Elle les avait vus, il n’y avait aucun doute là dessus. Xa avait posé Waff sur le sol du zark et regardé son collègue. Miox avait complètement oublié la place des Gargouilles. Un instant auparavant, son excitation avait pourtant été à son comble. Il était impatient de montrer à Xa qu’on n’avait rien à lui apprendre, qu’il avait du métier et qu’on ne l’avait pas surnommé le Fliqueur Calmeur pour rien. Mais son esprit avait accueilli ce nouvel événement comme l’eut fait un enfant à qui l’on donne un nouveau jouet. Il voulait à présent attraper les deux « dangereux » suspects pour les calmer.

— Se sont catapultés sur le côté, à gauche, avait-il dit, comme si elle ne l’avait pas vu. Occupe-t’en. Rattrape-les.

Xa avait ouvert un petit couvercle au bout de son accoudoir gauche, juste sous l’index. Il dissimulait le bouton qu’il fallait garder enfoncé pour rester en pilotage oculaire. Elle l’avait pressé.

— < Pilotage oculaire sollicité, avait dit le véhicule. Atteinte de l’objectif place des Gargouilles annulé.

Dans ce mode de conduite le logiciel de guidage du zark se débrouillait pour rejoindre le dernier endroit de la chaussée regardé par le pilote, le plus rapidement possible. Quelques secondes plus tard, le doigt de Xa avait pressé le bouton et son regard s’était un moment posé sur le croisement pour remonter ensuite dans la rue à gauche. Le zark, obéissant, s’était engouffré dans cette voie. Ils étaient là tous les deux, la femme et l’homme.

— Ils sont là, avait dit Miox, pour dire quelque chose.

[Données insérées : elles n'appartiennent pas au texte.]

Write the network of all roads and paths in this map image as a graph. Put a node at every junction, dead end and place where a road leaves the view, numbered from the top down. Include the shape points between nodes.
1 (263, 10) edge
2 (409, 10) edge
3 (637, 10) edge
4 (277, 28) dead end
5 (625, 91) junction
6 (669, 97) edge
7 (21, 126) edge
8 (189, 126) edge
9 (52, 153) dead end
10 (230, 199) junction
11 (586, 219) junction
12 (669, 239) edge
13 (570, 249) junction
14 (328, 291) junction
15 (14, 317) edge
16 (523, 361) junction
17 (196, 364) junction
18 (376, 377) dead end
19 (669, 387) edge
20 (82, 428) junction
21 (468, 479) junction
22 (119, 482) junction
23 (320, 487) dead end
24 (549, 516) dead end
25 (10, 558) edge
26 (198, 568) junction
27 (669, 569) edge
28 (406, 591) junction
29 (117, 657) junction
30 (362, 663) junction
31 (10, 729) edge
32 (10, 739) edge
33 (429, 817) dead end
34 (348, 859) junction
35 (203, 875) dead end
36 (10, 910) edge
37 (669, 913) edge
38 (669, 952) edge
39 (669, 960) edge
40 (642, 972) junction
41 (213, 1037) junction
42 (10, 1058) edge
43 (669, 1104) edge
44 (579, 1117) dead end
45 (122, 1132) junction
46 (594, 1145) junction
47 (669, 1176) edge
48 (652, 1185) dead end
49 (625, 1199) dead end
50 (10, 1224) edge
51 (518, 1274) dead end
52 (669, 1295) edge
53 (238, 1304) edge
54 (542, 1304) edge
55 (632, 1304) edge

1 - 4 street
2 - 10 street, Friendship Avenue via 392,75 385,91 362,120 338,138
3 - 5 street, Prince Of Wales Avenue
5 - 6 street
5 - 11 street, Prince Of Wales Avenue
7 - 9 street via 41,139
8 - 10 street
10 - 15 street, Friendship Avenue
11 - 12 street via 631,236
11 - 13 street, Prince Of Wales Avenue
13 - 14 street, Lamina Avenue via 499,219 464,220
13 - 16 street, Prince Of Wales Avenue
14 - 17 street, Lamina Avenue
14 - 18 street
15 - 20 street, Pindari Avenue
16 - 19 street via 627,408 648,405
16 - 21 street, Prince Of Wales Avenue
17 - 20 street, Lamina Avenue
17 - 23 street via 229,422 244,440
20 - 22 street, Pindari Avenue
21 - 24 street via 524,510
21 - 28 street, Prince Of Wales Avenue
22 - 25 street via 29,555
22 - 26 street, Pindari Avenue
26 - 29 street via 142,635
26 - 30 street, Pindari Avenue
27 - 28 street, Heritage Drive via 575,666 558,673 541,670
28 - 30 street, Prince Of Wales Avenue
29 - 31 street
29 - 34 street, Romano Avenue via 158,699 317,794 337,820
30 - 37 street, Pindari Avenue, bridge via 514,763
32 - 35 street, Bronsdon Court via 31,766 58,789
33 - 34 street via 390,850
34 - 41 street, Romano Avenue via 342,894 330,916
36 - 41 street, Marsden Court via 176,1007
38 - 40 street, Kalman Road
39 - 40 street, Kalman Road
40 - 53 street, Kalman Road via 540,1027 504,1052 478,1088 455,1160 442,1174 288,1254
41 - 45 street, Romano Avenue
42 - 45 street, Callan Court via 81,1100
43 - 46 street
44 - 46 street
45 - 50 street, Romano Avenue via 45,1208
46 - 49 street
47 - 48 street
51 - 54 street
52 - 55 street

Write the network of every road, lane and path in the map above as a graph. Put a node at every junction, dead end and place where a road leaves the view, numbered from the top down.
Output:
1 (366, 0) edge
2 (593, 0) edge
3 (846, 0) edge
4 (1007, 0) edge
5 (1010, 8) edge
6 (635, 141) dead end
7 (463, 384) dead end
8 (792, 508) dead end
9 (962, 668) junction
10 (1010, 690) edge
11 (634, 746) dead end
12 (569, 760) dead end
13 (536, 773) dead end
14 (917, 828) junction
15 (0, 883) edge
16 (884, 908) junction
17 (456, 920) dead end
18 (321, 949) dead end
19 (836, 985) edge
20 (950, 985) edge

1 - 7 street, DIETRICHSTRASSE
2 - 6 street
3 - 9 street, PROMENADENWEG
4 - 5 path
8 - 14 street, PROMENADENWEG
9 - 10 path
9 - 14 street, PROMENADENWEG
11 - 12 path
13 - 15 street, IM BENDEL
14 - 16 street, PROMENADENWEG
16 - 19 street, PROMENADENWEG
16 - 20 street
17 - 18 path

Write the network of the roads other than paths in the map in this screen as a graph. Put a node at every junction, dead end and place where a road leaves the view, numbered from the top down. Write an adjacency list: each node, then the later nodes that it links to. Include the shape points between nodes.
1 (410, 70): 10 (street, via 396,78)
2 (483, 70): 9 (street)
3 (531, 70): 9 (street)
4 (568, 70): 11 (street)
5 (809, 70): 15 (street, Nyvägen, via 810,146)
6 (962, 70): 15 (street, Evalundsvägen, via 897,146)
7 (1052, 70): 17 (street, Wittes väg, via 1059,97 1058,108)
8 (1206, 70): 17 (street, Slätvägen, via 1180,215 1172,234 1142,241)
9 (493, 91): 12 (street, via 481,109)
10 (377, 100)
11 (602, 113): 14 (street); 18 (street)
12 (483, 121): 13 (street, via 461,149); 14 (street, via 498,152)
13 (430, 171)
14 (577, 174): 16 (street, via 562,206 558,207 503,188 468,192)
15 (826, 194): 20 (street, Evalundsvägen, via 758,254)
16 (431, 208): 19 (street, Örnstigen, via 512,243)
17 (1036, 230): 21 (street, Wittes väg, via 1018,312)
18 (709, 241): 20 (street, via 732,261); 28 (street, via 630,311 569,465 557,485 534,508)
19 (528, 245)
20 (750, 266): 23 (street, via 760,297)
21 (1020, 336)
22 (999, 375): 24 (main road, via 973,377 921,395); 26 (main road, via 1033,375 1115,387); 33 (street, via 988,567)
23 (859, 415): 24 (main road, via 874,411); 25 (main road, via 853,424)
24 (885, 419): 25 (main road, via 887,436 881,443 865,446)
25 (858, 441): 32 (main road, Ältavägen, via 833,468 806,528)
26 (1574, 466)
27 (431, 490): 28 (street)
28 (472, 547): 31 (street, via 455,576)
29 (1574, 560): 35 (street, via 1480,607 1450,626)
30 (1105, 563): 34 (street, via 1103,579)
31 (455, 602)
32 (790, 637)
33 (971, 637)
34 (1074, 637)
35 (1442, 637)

Son pouce allait et venait machinalement sur le tube lisse du calmeur qu’il tenait dans sa main gauche crispée. Xa venait de presser une dernière fois le bouton en indiquant des yeux un point de la chaussée proche des deux inconnus. Silencieux comme un félin et noir comme la panthère, le zark avait bondi.

Il était à présent à côté d’eux. Les réseaucams du blindé transmettaient tout ce qu’elles voyaient sur le Réseau, de sorte que la hiérarchie était tenue au courant de tout ce qui se passait, tant à l’intérieur que tout autour de chaque zark. Miox, de ce fait, était obligé d’appliquer les sommations d’usage. N’en eût-il pas été ainsi, son calmeur eût probablement parlé le premier. Son majeur droit toucha un bouton sous l’extrémité de son accoudoir. Le zark débita automatiquement la première sommation réglementaire.